● **INFORMATION SHOWN**:
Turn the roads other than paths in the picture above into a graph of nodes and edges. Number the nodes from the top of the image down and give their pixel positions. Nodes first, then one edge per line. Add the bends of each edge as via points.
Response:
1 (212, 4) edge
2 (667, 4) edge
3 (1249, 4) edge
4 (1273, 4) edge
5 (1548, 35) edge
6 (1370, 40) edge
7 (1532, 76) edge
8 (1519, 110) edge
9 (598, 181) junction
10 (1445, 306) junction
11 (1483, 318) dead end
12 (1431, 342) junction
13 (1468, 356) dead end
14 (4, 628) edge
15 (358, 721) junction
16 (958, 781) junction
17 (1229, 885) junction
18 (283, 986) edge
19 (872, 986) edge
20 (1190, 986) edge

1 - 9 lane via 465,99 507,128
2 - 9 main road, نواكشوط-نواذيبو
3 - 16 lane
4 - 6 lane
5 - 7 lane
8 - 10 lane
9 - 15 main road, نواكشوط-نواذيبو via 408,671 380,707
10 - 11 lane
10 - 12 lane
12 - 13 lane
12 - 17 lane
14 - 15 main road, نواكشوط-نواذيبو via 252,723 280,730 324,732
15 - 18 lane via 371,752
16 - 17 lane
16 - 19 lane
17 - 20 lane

● **EXERCISE AIM**: Output all of the material exactly.

● **ANSWER AREA**:
Turn the roads other than paths in the picture above into a graph of nodes and edges. Number the nodes from the top of the image down and give their pixel positions. Nodes first, then one edge per line. Add the bends of each edge as via points.
Response:
1 (212, 4) edge
2 (667, 4) edge
3 (1249, 4) edge
4 (1273, 4) edge
5 (1548, 35) edge
6 (1370, 40) edge
7 (1532, 76) edge
8 (1519, 110) edge
9 (598, 181) junction
10 (1445, 306) junction
11 (1483, 318) dead end
12 (1431, 342) junction
13 (1468, 356) dead end
14 (4, 628) edge
15 (358, 721) junction
16 (958, 781) junction
17 (1229, 885) junction
18 (283, 986) edge
19 (872, 986) edge
20 (1190, 986) edge

1 - 9 lane via 465,99 507,128
2 - 9 main road, نواكشوط-نواذيبو
3 - 16 lane
4 - 6 lane
5 - 7 lane
8 - 10 lane
9 - 15 main road, نواكشوط-نواذيبو via 408,671 380,707
10 - 11 lane
10 - 12 lane
12 - 13 lane
12 - 17 lane
14 - 15 main road, نواكشوط-نواذيبو via 252,723 280,730 324,732
15 - 18 lane via 371,752
16 - 17 lane
16 - 19 lane
17 - 20 lane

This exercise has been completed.